Her head turned. For a long moment, she just studied me eyes sharp, unreadable. The kind of look she gave before a battle command.
Finally, she sighed, the sound rough, worn.
"The League is… calling it a natural disaster," she said. Her tone was careful. "Anomalous weather pattern. Ocean disturbance off the coast. Something nonein the leauge could have predicted."
I frowned. "A natural disaster?"
"That's what it's being classified as." She adjusted the bandage on her arm, gaze fixed on the lantern flame. "Something like this hasn't happened in living memory. The tide rose too fast, the storm too violent. We lost comms, supply routes, and whole villages swallowed. There'll be investigations, reports… but officially, it's nature. Nature turning cruel."
The way she said it—too steady, too measured set a chill in my stomach. She knew something more. I could see it in the flicker of her eyes, in the pause before her words.
But she wasn't going to tell me. Not tonight.
I clenched my fists on my knees, feeling Caesar's tail thump faintly against the floorboards in sympathy.
"…And our home?" I asked at last. "What happens now?"
Her jaw tightened. She didn't look at me when she answered.
"For now, we stay here. Vermilion's one of the few secure zones left on this coast. The League's ordered evacuations inland, too many feral Pokémon stirred up by the flood. Until it settles, until they decide it's safe to return…"
Her hand brushed over mine. Firm, grounding. "Our home is gone, Arata. For now."
The words sat like lead in my chest.
Gone.
I stared past the lantern, into the wood grain of the wall. I saw the little fishing dock. The path through the pines. My mother's herb garden, the sun catching on the lake. All swallowed.
My throat tightened.
Hailey's voice softened. "What's wrong?"
"…It's nothing." The lie was bitter on my tongue.
She leaned closer. "Don't do that with me, Arata. Not tonight. What's on your mind?"
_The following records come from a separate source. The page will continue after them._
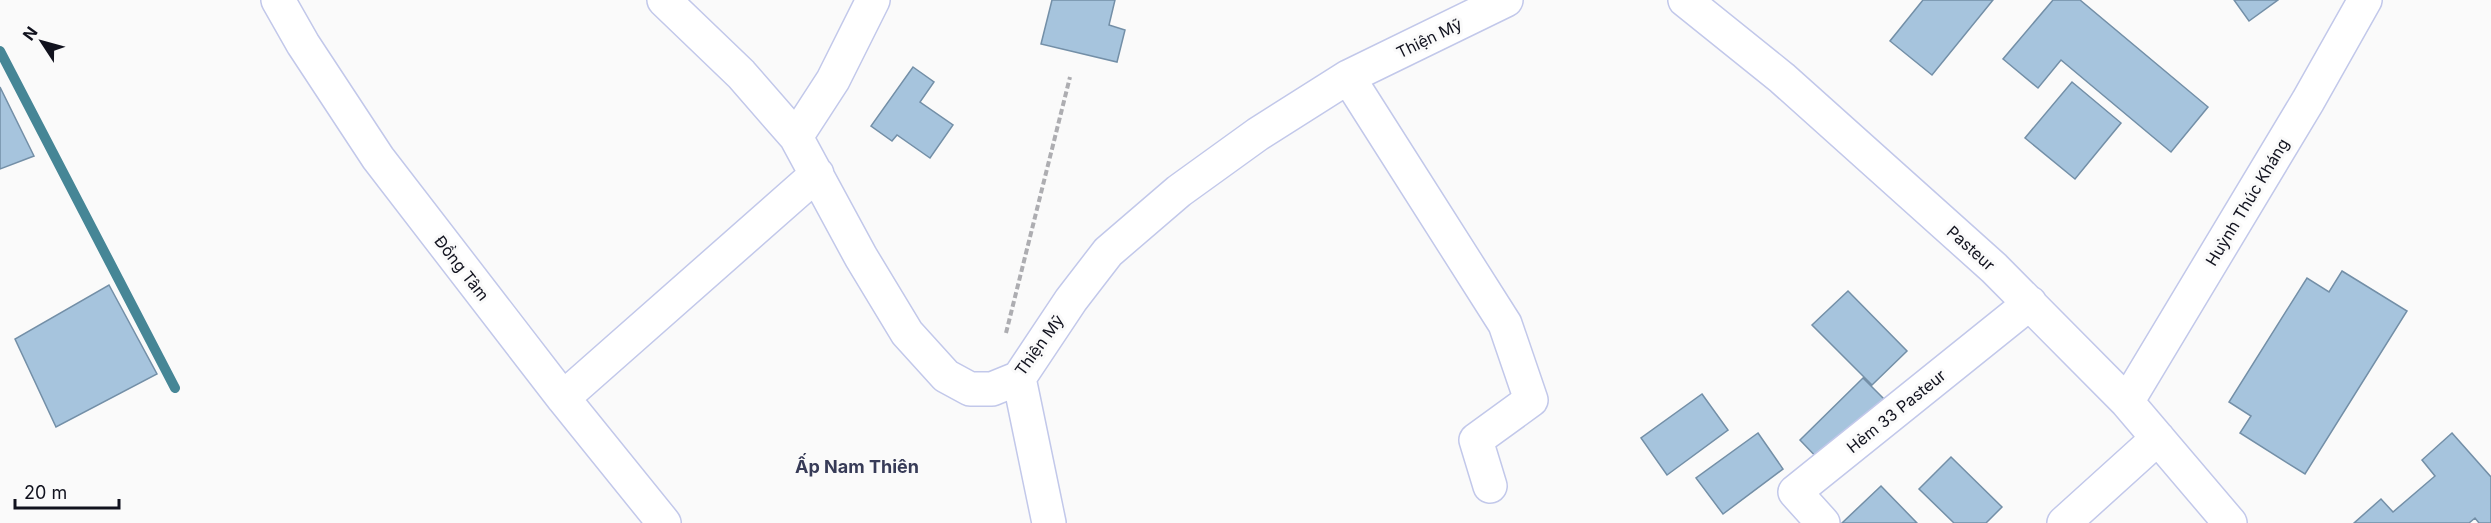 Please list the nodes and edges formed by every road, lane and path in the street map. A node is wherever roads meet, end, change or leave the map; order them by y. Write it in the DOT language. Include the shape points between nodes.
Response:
graph roads {
  1 [pos="279,0"];
  2 [pos="664,0"];
  3 [pos="873,0"];
  4 [pos="1506,0"];
  5 [pos="1685,0"];
  6 [pos="2365,0"];
  7 [pos="1070,77"];
  8 [pos="1348,77"];
  9 [pos="796,137"];
  10 [pos="817,174"];
  11 [pos="2030,303"];
  12 [pos="1005,384"];
  13 [pos="563,398"];
  14 [pos="2127,402"];
  15 [pos="2158,438"];
  16 [pos="1490,486"];
  17 [pos="664,523"];
  18 [pos="1049,523"];
  19 [pos="1823,523"];
  20 [pos="2064,523"];
  21 [pos="2230,523"];
  1 -- 13 [label="street, Đồng Tâm" via="378,159"];
  2 -- 9 [label="street" via="741,74"];
  3 -- 9 [label="street" via="833,80"];
  4 -- 8 [label="street, Thiện Mỹ"];
  5 -- 11 [label="street, Pasteur" via="1782,78"];
  6 -- 14 [label="street, Huỳnh Thúc Kháng"];
  7 -- 12 [label="path"];
  8 -- 12 [label="street, Thiện Mỹ" via="1258,134 1179,191 1108,252"];
  8 -- 16 [label="street" via="1504,324 1531,400 1476,440"];
  9 -- 10 [label="street"];
  10 -- 12 [label="street" via="907,333 946,376 970,389"];
  10 -- 13 [label="street"];
  11 -- 14 [label="street, Pasteur"];
  11 -- 19 [label="street, Hẻm 33 Pasteur" via="1795,492"];
  12 -- 18 [label="street"];
  13 -- 17 [label="street, Đồng Tâm"];
  14 -- 15 [label="street, Pasteur"];
  15 -- 20 [label="street"];
  15 -- 21 [label="street, Pasteur"];
}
I hesitated. My hand drifted to the Poké Balls at my belt, brushing the cool metal. Caesar stirred, raising his head, his eyes catching mine with that wordless, steady loyalty. Livia pressed closer, a faint chirp breaking the silence.
What was on my mind?
The wave. The chaos. The helplessness as it tore everything away. The raw terror of Ursaring's roar. The thought constant gnawed at me that I wasn't strong enough. Not yet.
I looked back at my aunt. My voice came quiet, but firm.
"I'm going to get stronger."
Her brow furrowed. "Stronger?"
I nodded. My eyes burned, but I held her gaze. "Caesar. Livia. Me. All of us. We'll train until we can stand against anything. Even… even disasters. If nature can tear our lives apart, then we'll be strong enough to fight it back. ."
The words spilled out, sharp-edged, heavier than I expected. But once they were out, I didn't regret them.
Hailey blinked, surprise flickering in her expression. Then, slowly, she leaned back, studying me the way she might study a storm front cautious, measured, but with something almost like pride rising in her eyes.
"You sound like a Ranger," she said softly.
I shook my head. "I just don't want to feel that helpless again."
Caesar rumbled deep in his chest, smoke curling from his nostrils. Livia's wings twitched, feathers sharp in the lantern glow. Both of them watched me, waiting. Agreeing.
Hailey's lips curved into the faintest, tired smile. "Then you've already taken the first step."
The lantern flickered, shadows bending across the walls. Outside, the storm cracked one last bolt of lightning over the sea, the glow staining the clouds pale white. But inside, in the warmth of the outpost, surrounded by my aunt, Caesar, and Livia, my family I felt something different rising.
Resolve.
We had survived. That was enough for tonight.
But tomorrow… tomorrow would be different.